Arthritis & Rheumatology
- Discipline: Rheumatology
- Language: English
- Edited by: Daniel H. Solomon

Publication details
- Former names: Arthritis & Rheumatism Arthritis Care and Research
- History: 1958–present
- Publisher: John Wiley & Sons
- Frequency: Monthly
- Open access: Hybrid
- Impact factor: 10.995 (2020)

Standard abbreviations
- ISO 4: Arthritis Rheumatol.

Indexing
- CODEN: ARRHBO
- ISSN: 2326-5191 (print) 2326-5205 (web)
- LCCN: 2013200527
- OCLC no.: 826899584

Links
- Journal homepage; Online access; Online archive;

= Arthritis & Rheumatology =

Arthritis & Rheumatology is a monthly peer-reviewed medical journal covering the natural history, pathophysiology, treatment, and outcome of the rheumatic diseases. It is an official journal of the American College of Rheumatology.

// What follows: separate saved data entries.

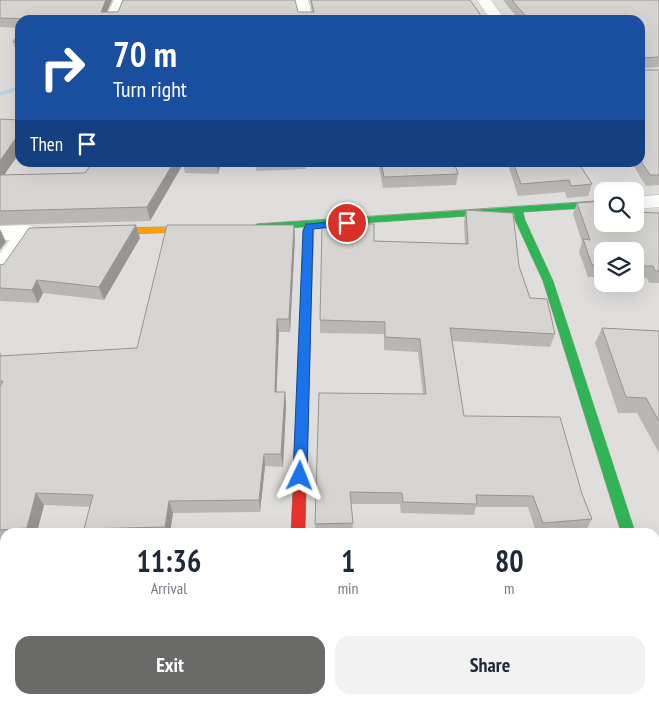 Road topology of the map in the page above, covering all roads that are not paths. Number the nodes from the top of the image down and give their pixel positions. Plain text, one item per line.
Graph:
1 (121, 0) edge
2 (301, 0) edge
3 (484, 0) edge
4 (114, 15) edge
5 (305, 15) edge
6 (494, 15) edge
7 (659, 201) edge
8 (644, 202) edge
9 (594, 204) edge
10 (518, 209) junction
11 (309, 226) junction
12 (246, 227) edge
13 (217, 228) edge
14 (88, 232) edge
15 (0, 233) edge
16 (0, 270) edge
17 (298, 528) edge
18 (627, 528) edge

1 - 4 street
2 - 5 street
3 - 6 street
7 - 8 street
9 - 10 street
10 - 11 street
10 - 18 street
11 - 12 street
11 - 17 street
13 - 14 street
15 - 16 street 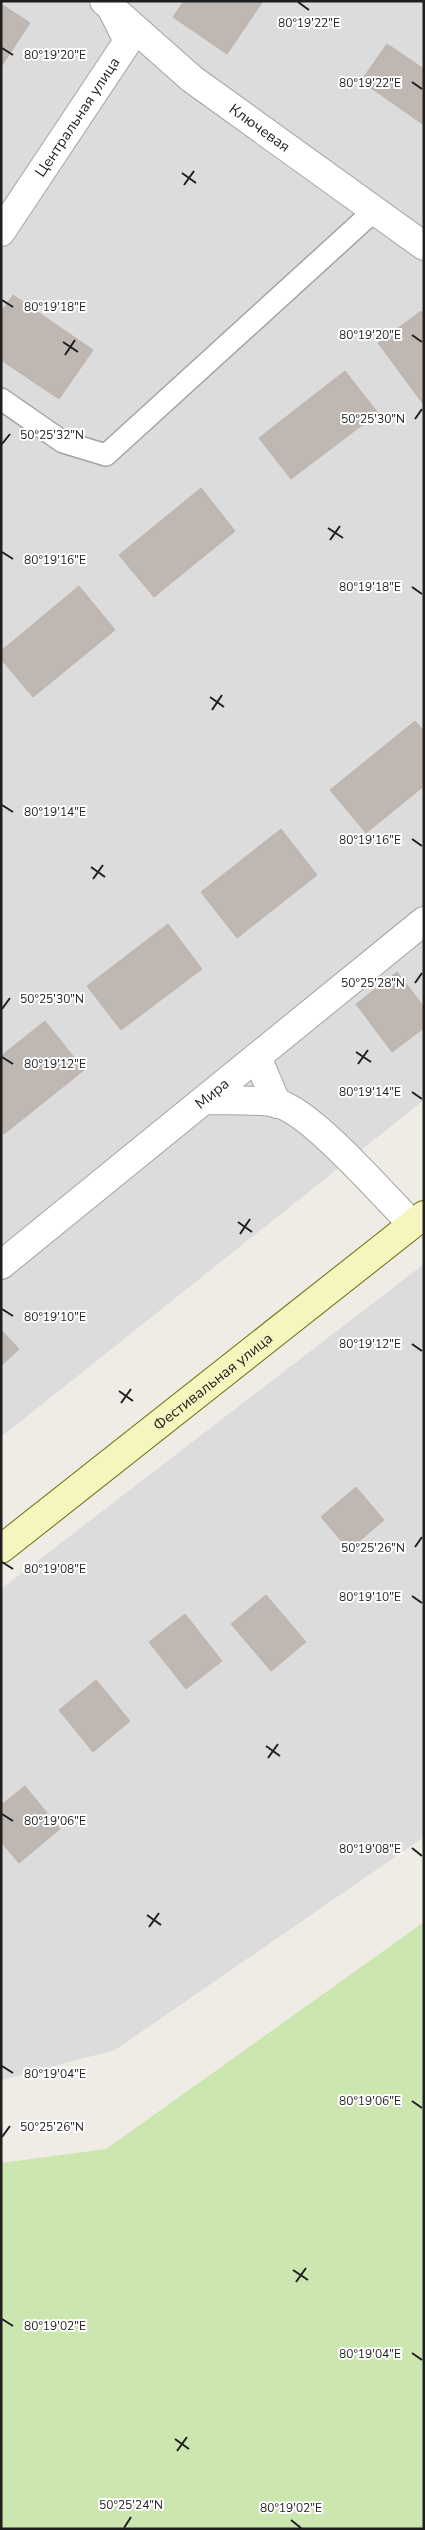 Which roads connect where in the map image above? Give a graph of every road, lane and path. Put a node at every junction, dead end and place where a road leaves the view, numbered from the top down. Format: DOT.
graph roads {
  1 [pos="109,3"];
  2 [pos="375,210"];
  3 [pos="1,232"];
  4 [pos="424,246"];
  5 [pos="1,399"];
  6 [pos="424,921"];
  7 [pos="257,1057"];
  8 [pos="204,1100"];
  9 [pos="277,1104"];
  10 [pos="418,1220"];
  11 [pos="1,1265"];
  12 [pos="1,1549"];
  1 -- 2 [label="street, Ключевая"];
  1 -- 3 [label="street, Центральная улица"];
  2 -- 4 [label="street, Ключевая"];
  2 -- 5 [label="lane"];
  6 -- 7 [label="street, Мира"];
  7 -- 8 [label="street, Мира"];
  7 -- 9 [label="street"];
  8 -- 9 [label="street"];
  8 -- 11 [label="street, Мира"];
  9 -- 10 [label="street"];
  10 -- 12 [label="street, Фестивальная улица"];
}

It was established in 1958 as Arthritis & Rheumatism and obtained its current name in 2014.

In 2000, it absorbed the journal Arthritis Care and Research (with the ISO 4 abbreviation Arthritis Care. Res.), the official journal of the American Arthritis Health Professions Association, established in 1980. In 2010, the journal split into a new Arthritis Care and Research (with the ISO 4 abbreviation Arthritis Care. Res. (Hoboken)), the official journal of the American College of Rheumatology.

According to the Journal Citation Reports, the journal has a 2020 impact factor of 10.995.